The late Gani Fawehinmi always had a need to show that his wife was a Christian. Bola Ahmed Tinubu has a need to strategically let it be known that his wife isn’t only a Christian but a deacon. House of Representatives Speaker Olufemi Hakeem Gbajabiamila concealed his Muslim identity until he needed the support of the Muslim North to become Speaker. After the fact, his handlers played up the fact that his wife and his mother are Christians.
Prince Bola Ajibola, one of Africa’s finest jurists who happens to be a devout Muslim, doesn’t openly bear Abduljabar, his Muslim name—unlike his father who bore Abdulsalam as his first name—perhaps, not being married to a Christian, it was his only way to reassure his Christian Yoruba brothers and sisters that he is Yoruba. Yet, he is so strong in his Muslim faith that he established the Crescent University, one of Nigeria’s first private Islamic universities, in his hometown of Abeokuta.
Although Muslims constitute a numerical majority in Yoruba land, they are a symbolic minority and are perpetually put in a position to prove their “Yorubaness.”
For instance, in the heat of the debate over the formation of Amotekun to ward off “Fulani bandits,” Bolaji Aluko, who was a professor here in the United States and who is now a prominent Ekiti State government official, used the moment to stealthily alienate Yoruba Muslims in his state.
In a January 25, 2021 article titled “Sunday Musings: On the Matter of Farmer-Herdsmen Clashes in Ekiti State,” he wrote, among other things, “Our Muslim Yoruba citizens must decide whether the Umma principle of brotherhood is greater that [sic] the collective security of our Yoruba citizenry.” As I told him then, there are at least four ways in which he was wrong.
First, he exoticised, needlessly put Yoruba Muslims on the spot, and created a false binary between being Muslim and being Yoruba, even though (nominal) Muslims constitute the majority in Oyo, Osun, Ogun, and Lagos states. Islam has been in Yorubaland since at least the 1400s. The first mosque was built in Oyo-Ile, the ancient capital of the Oyo Empire, in 1550, that is, centuries before colonialism.
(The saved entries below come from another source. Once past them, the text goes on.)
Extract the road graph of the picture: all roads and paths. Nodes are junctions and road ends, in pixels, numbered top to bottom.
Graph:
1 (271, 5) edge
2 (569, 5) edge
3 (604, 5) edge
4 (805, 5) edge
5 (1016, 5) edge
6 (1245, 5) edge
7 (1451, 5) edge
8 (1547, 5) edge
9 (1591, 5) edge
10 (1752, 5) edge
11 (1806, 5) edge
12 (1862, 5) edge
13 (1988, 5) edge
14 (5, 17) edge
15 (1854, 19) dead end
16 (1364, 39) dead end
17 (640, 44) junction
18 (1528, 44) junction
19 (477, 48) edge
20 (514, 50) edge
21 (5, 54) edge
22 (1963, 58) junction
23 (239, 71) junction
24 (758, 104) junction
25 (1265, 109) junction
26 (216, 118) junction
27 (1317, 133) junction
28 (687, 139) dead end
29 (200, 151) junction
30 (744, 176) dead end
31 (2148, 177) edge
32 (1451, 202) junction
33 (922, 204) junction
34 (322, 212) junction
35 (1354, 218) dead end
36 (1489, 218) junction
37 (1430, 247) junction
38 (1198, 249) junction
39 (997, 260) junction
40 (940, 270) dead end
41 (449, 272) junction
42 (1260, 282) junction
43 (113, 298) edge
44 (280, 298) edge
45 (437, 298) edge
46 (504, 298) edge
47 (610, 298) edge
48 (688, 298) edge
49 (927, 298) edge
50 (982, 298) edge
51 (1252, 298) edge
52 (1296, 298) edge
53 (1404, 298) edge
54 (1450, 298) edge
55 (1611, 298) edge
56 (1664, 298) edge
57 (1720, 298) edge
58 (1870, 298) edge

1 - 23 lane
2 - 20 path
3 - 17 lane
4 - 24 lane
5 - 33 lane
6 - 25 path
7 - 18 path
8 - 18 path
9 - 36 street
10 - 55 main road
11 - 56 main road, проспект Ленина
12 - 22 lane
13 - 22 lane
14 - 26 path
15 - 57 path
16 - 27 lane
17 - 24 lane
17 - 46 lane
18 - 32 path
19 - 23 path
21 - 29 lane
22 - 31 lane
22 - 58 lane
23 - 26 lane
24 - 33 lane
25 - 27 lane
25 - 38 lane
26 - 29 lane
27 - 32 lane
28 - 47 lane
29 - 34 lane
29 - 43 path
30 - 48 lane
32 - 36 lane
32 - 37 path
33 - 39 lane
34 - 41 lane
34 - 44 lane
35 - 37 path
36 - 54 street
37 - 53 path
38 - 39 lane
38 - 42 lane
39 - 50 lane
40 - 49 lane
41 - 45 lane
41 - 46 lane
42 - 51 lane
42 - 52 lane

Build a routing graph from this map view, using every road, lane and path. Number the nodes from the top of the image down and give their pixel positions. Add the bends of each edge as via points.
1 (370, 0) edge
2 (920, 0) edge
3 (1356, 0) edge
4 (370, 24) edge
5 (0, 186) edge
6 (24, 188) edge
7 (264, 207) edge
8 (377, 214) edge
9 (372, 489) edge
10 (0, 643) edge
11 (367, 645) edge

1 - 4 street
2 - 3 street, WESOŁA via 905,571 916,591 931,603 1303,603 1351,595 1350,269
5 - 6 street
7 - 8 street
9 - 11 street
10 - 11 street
Second, Yoruba Muslims are themselves victims of the homicidal fury of Fulani brigands. If being Muslim hasn’t immunized Yoruba Muslims against sanguinary clashes with Fulani people, why should they be singled out as people who are suspect, as people who might betray non-Muslim Yoruba people to the Fulani out of “the Umma principle of brotherhood,” which, by the way, is nonsensical, meaningless verbiage?
Third, Aluko’s claim assumes that all Fulani brigands are Muslims (they are NOT) and that they are committing their crimes on behalf of Islam, which would predispose them spare Yoruba Muslims in the spirit of “the Umma principle of brotherhood.” But nothing can be more ignorant and bigoted than that.
If “Umma principle of brotherhood” (whatever the heck that means) were a thing, Muslims in Katsina, Zamfara, Kaduna, Niger, and elsewhere (who are also incidentally Fulani, Hausa, or “Hausa-Fulani”) wouldn’t be killed, kidnapped, and overawed by criminally bloodthirsty Fulani brigands. Mosques wouldn’t be invaded, and imams and worshippers kidnapped and murdered. That should tell anyone that this isn’t about religion or even ethnicity.
Sadly, Yoruba Muslims have no voice and seem to have accepted their fate with listless resignation. Not being a Yoruba myself, I know I will be viciously attacked by the people who lubricate and enjoy the current hegemonic high ground that puts Yoruba Muslims at the lower end of the totem pole, but I am not one to shy away from telling the truth because of fear of attacks. I resist injustice no matter who the victims or the perpetrators are.